Михаил Михеев. Дневник как эго-текст (Россия, XIX–XX). – М.: Водолей-Publishers, 2007. – 264 с.
Что делает текст дневником? Ответ на этот вопрос не так очевиден, как может показаться. Того, например, что текст пишется каждый день или вообще сколько-нибудь регулярно, недостаточно. Его можно вообще хоть раз в год писать. Если текст о самом себе – это еще тоже не все. Писать можно и о вещах совершенно внешних, хоть о погоде, не упоминая себя ни словом. Другой вопрос, что «я» там все равно как-то присутствует┘ и вот тут уже мы начинаем нащупывать ключ к ответу.
Похоже, необходимое условие того, чтобы текст был дневником, – это особое отношение между ним и пишущим его человеком. Особое-то оно, конечно, особое, но формальному описанию и теоретической рефлексии вполне поддается. Об этом книга московского филолога Михаила Михеева.
Михеев охватывает единой теоретической конструкцией все разнообразие видов дневниковой продукции современного – последних, примерно, полутора столетий – человека. Он включает сюда не только записи для личного пользования, которые пишутся без расчета на аудиторию, но лишь для себя, чтобы потом быть уничтоженными или заброшенными куда-нибудь. К широко понятым дневникам причислены и автобиографии с мемуарами, и интернет-блоги, и письма, и записки очевидцев «из мертвых домов, «подполий» и застенков», и пометки на полях, и черновики, и рабочие тетради, и альбомы с песенниками, и приходно-расходные книги, и даже, вы не поверите, следственные показания и протоколы допросов.
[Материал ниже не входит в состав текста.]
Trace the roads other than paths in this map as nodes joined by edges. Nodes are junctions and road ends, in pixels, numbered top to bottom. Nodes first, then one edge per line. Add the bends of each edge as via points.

Все это объединяется под именем «эго-текста», или «предтекста (перво-текста)», «который можно считать также неким черновиком сознания».
По каким же признакам можно опознать текст этой породы? Прежде всего это, по Михееву, текст в каком-то отношении не окончательный: к нему, по идее, всегда можно вернуться, дополнить, внести правку. Кроме того, между пишущим и описываемыми событиями всегда предполагается некоторая дистанция, в отличие от мемуаров небольшая (в идеале не более дня). Далее предполагается, что такой текст пишется по преимуществу для себя и о том, что так или иначе имеет личное отношение к автору, чему тот был либо свидетелем, либо участником. Помимо этого текст дневникового типа состоит из фрагментов (по преимуществу, но не обязательно – датированных). И, наконец, так и хочется добавить – главное: все эти принципы, включая те, что еще не сформулированы, могут нарушаться. И даже неизбежно нарушаются.
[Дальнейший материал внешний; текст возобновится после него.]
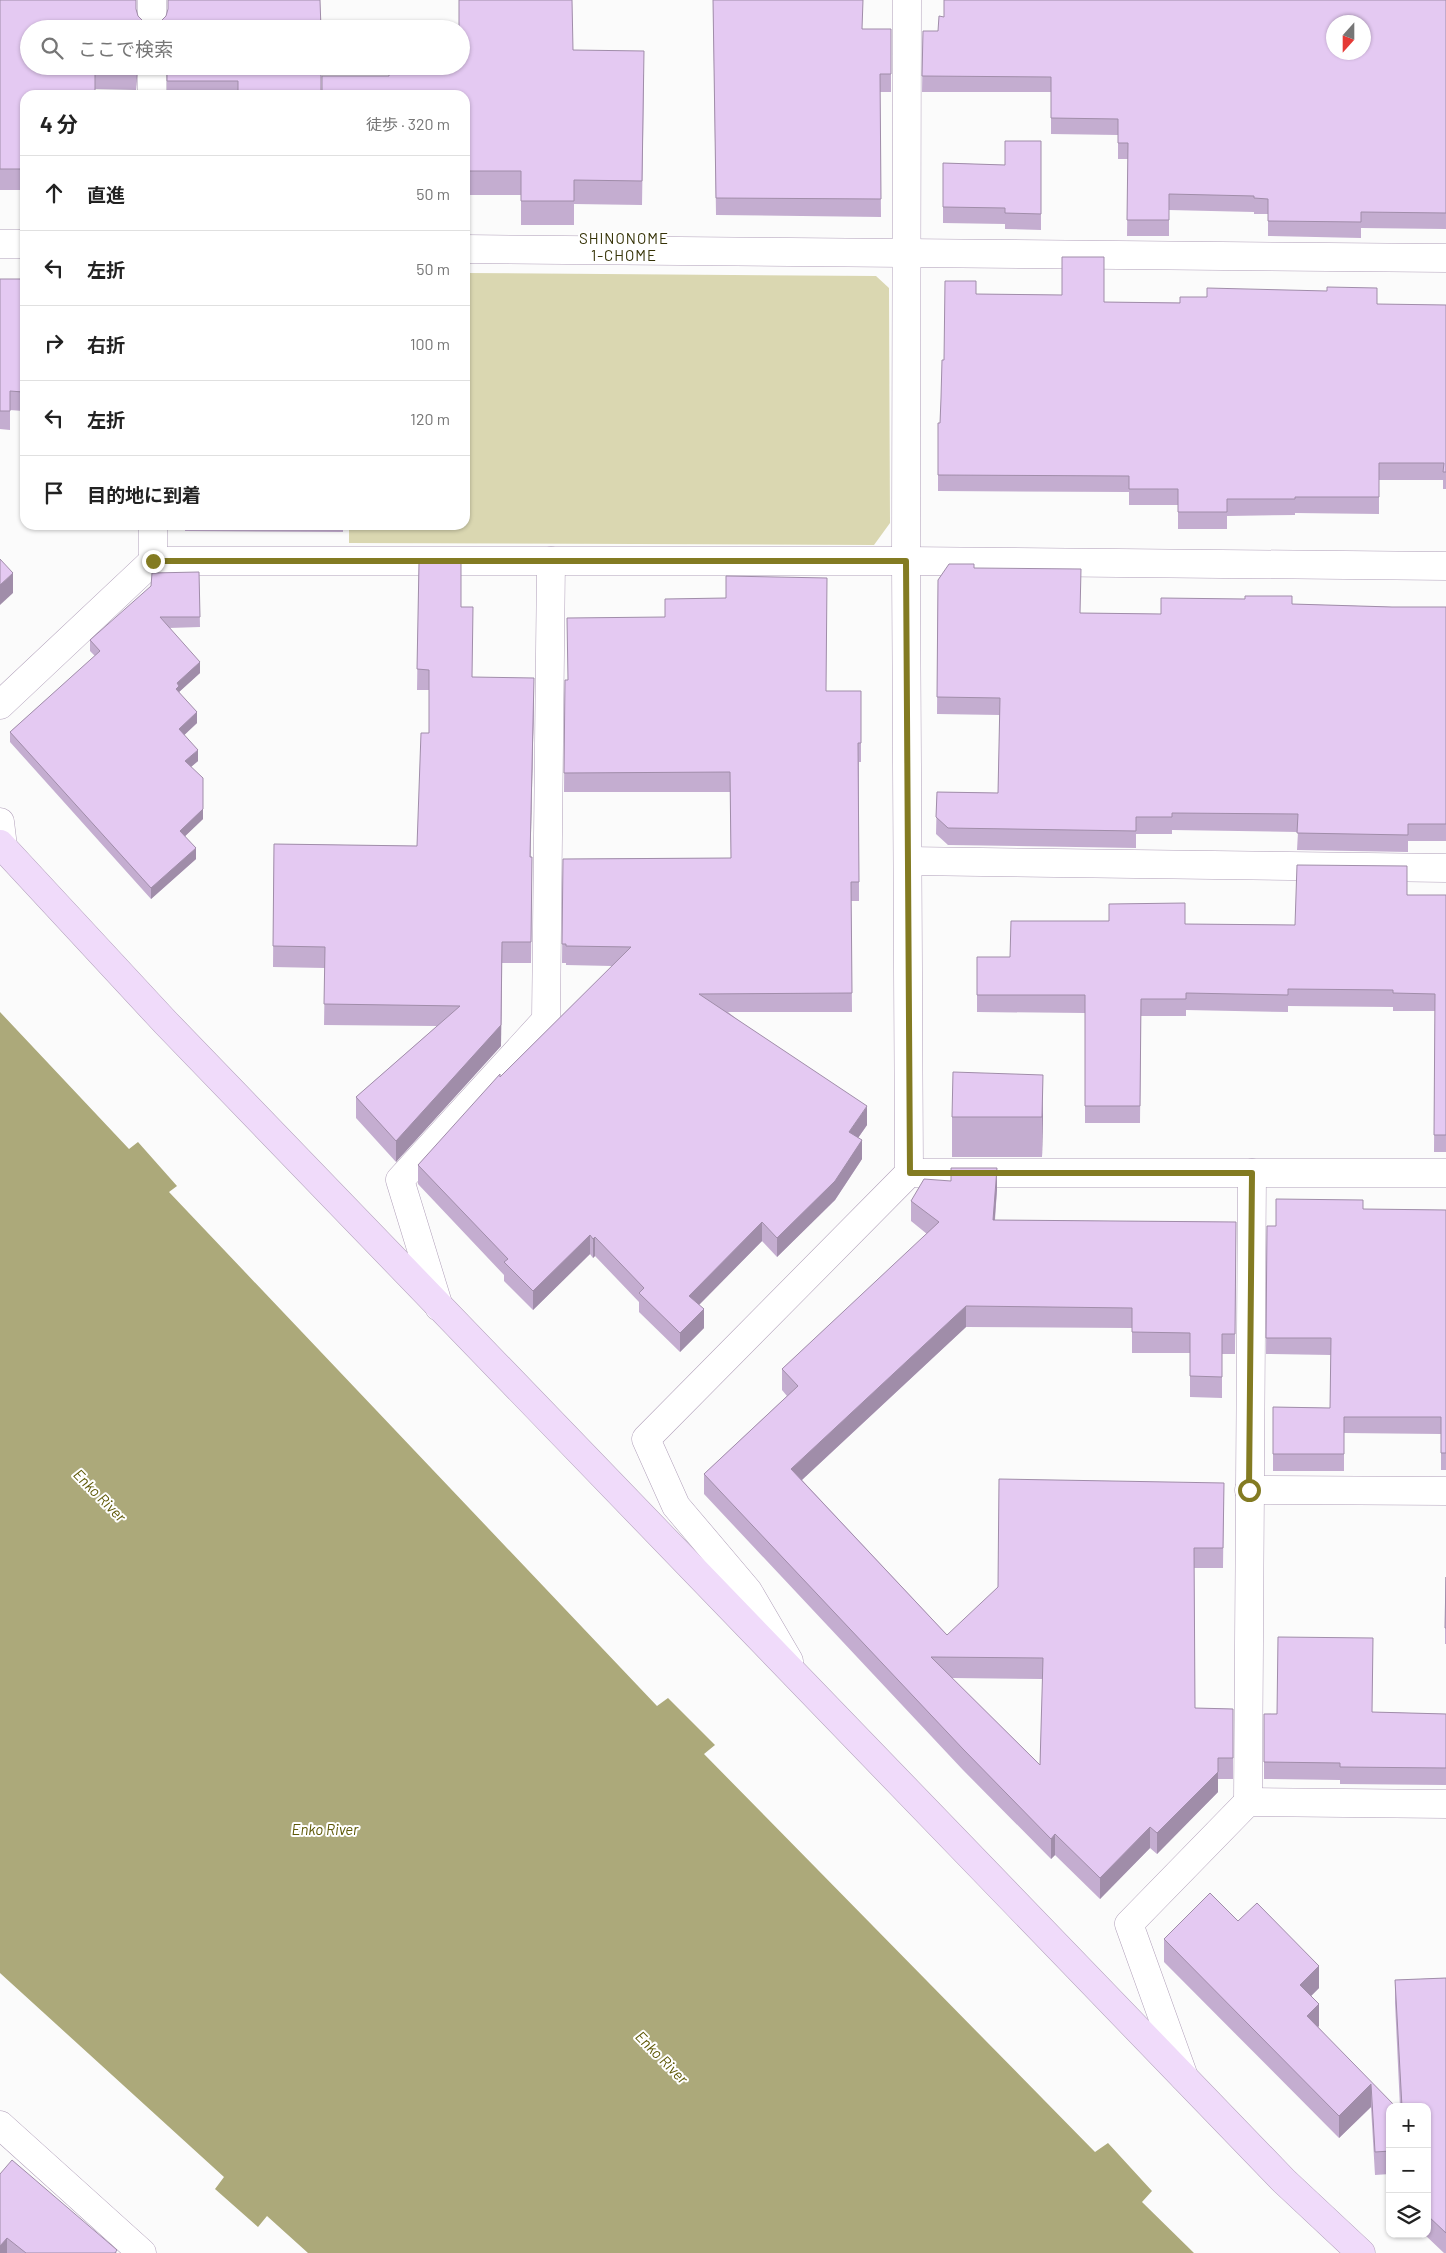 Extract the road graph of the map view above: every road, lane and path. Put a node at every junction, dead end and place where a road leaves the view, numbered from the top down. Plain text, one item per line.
1 (152, 0) edge
2 (907, 0) edge
3 (152, 20) edge
4 (152, 75) edge
5 (152, 90) edge
6 (0, 244) edge
7 (20, 244) edge
8 (470, 249) edge
9 (907, 253) junction
10 (1446, 258) edge
11 (153, 530) edge
12 (153, 561) junction
13 (551, 561) junction
14 (906, 561) junction
15 (1446, 566) edge
16 (0, 705) edge
17 (1, 838) edge
18 (908, 861) junction
19 (1446, 868) edge
20 (910, 1173) junction
21 (1252, 1173) junction
22 (1446, 1173) edge
23 (439, 1307) junction
24 (1249, 1490) junction
25 (1446, 1490) edge
26 (801, 1680) junction
27 (1248, 1802) junction
28 (1446, 1804) edge
29 (1184, 2078) junction
30 (0, 2125) edge
31 (1363, 2252) edge
32 (142, 2253) edge

1 - 3 street
2 - 9 street
4 - 5 street
6 - 7 street
8 - 9 street
9 - 10 street
9 - 14 street
11 - 12 street
12 - 13 street
12 - 16 street
13 - 14 street
13 - 23 street
14 - 15 street
14 - 18 street
17 - 23 street
18 - 19 street
18 - 20 street
20 - 21 street
20 - 26 street
21 - 22 street
21 - 24 street
23 - 26 street
24 - 25 street
24 - 27 street
26 - 29 street
27 - 28 street
27 - 29 street
29 - 31 street
30 - 32 street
Вот, кажется, единственный родовой признак дневника – порождающий и с той же легкостью упраздняющий все остальные: дневник – это текст без правил. Текст, в отношениях с которым пишущий свободен (адресованность якобы самому себе лишь для этого, кажется, и нужна). Это текст, находящийся все время на пороге самого себя, способный в любой момент стать каким угодно. И его главная человекообразующая функция, похоже, именно в этом.